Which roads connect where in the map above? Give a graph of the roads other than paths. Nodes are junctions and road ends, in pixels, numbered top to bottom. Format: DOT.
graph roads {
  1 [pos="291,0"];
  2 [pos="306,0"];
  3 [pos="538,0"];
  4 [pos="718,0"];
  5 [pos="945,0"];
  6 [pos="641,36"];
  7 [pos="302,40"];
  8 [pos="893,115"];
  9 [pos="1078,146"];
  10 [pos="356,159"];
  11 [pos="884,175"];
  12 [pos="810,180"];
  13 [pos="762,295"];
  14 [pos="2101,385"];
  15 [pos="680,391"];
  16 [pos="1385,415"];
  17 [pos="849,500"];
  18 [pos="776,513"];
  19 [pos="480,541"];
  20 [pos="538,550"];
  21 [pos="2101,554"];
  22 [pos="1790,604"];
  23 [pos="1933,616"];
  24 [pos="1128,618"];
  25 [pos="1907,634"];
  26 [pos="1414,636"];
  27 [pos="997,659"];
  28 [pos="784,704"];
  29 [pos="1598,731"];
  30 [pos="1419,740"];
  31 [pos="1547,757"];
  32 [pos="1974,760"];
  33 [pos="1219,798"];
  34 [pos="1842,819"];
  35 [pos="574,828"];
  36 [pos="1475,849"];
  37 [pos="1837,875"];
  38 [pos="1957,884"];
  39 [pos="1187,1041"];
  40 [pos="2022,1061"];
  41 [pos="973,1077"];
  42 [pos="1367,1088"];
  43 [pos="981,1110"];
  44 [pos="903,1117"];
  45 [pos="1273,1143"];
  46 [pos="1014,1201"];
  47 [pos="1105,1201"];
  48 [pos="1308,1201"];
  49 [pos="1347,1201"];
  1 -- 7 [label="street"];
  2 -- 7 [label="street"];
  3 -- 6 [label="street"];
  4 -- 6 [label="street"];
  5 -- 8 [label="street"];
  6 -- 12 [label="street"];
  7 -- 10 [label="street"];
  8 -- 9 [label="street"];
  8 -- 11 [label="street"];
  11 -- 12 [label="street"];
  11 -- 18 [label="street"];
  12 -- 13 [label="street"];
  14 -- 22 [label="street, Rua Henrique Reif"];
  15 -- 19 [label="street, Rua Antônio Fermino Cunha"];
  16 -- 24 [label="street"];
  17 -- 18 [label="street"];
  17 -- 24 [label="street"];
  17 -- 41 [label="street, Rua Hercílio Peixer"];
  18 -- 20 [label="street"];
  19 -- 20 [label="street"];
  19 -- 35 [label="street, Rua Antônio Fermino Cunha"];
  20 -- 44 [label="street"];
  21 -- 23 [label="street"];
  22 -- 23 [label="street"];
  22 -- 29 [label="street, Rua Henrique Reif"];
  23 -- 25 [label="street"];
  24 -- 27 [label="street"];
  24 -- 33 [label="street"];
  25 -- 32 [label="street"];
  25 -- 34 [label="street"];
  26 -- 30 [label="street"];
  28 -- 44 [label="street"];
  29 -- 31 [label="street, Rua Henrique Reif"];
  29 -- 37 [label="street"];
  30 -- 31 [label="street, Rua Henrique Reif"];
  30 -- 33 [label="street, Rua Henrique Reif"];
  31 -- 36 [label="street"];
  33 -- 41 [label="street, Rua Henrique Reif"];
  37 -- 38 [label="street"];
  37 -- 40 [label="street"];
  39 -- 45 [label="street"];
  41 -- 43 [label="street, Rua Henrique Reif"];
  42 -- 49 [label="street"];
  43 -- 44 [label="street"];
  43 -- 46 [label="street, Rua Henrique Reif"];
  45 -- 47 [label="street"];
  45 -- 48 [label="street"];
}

▶ Work task:
Set the entries above down again, each one exactly as written.

▶ Result for this exercise:
Which roads connect where in the map above? Give a graph of the roads other than paths. Nodes are junctions and road ends, in pixels, numbered top to bottom. Format: DOT.
graph roads {
  1 [pos="291,0"];
  2 [pos="306,0"];
  3 [pos="538,0"];
  4 [pos="718,0"];
  5 [pos="945,0"];
  6 [pos="641,36"];
  7 [pos="302,40"];
  8 [pos="893,115"];
  9 [pos="1078,146"];
  10 [pos="356,159"];
  11 [pos="884,175"];
  12 [pos="810,180"];
  13 [pos="762,295"];
  14 [pos="2101,385"];
  15 [pos="680,391"];
  16 [pos="1385,415"];
  17 [pos="849,500"];
  18 [pos="776,513"];
  19 [pos="480,541"];
  20 [pos="538,550"];
  21 [pos="2101,554"];
  22 [pos="1790,604"];
  23 [pos="1933,616"];
  24 [pos="1128,618"];
  25 [pos="1907,634"];
  26 [pos="1414,636"];
  27 [pos="997,659"];
  28 [pos="784,704"];
  29 [pos="1598,731"];
  30 [pos="1419,740"];
  31 [pos="1547,757"];
  32 [pos="1974,760"];
  33 [pos="1219,798"];
  34 [pos="1842,819"];
  35 [pos="574,828"];
  36 [pos="1475,849"];
  37 [pos="1837,875"];
  38 [pos="1957,884"];
  39 [pos="1187,1041"];
  40 [pos="2022,1061"];
  41 [pos="973,1077"];
  42 [pos="1367,1088"];
  43 [pos="981,1110"];
  44 [pos="903,1117"];
  45 [pos="1273,1143"];
  46 [pos="1014,1201"];
  47 [pos="1105,1201"];
  48 [pos="1308,1201"];
  49 [pos="1347,1201"];
  1 -- 7 [label="street"];
  2 -- 7 [label="street"];
  3 -- 6 [label="street"];
  4 -- 6 [label="street"];
  5 -- 8 [label="street"];
  6 -- 12 [label="street"];
  7 -- 10 [label="street"];
  8 -- 9 [label="street"];
  8 -- 11 [label="street"];
  11 -- 12 [label="street"];
  11 -- 18 [label="street"];
  12 -- 13 [label="street"];
  14 -- 22 [label="street, Rua Henrique Reif"];
  15 -- 19 [label="street, Rua Antônio Fermino Cunha"];
  16 -- 24 [label="street"];
  17 -- 18 [label="street"];
  17 -- 24 [label="street"];
  17 -- 41 [label="street, Rua Hercílio Peixer"];
  18 -- 20 [label="street"];
  19 -- 20 [label="street"];
  19 -- 35 [label="street, Rua Antônio Fermino Cunha"];
  20 -- 44 [label="street"];
  21 -- 23 [label="street"];
  22 -- 23 [label="street"];
  22 -- 29 [label="street, Rua Henrique Reif"];
  23 -- 25 [label="street"];
  24 -- 27 [label="street"];
  24 -- 33 [label="street"];
  25 -- 32 [label="street"];
  25 -- 34 [label="street"];
  26 -- 30 [label="street"];
  28 -- 44 [label="street"];
  29 -- 31 [label="street, Rua Henrique Reif"];
  29 -- 37 [label="street"];
  30 -- 31 [label="street, Rua Henrique Reif"];
  30 -- 33 [label="street, Rua Henrique Reif"];
  31 -- 36 [label="street"];
  33 -- 41 [label="street, Rua Henrique Reif"];
  37 -- 38 [label="street"];
  37 -- 40 [label="street"];
  39 -- 45 [label="street"];
  41 -- 43 [label="street, Rua Henrique Reif"];
  42 -- 49 [label="street"];
  43 -- 44 [label="street"];
  43 -- 46 [label="street, Rua Henrique Reif"];
  45 -- 47 [label="street"];
  45 -- 48 [label="street"];
}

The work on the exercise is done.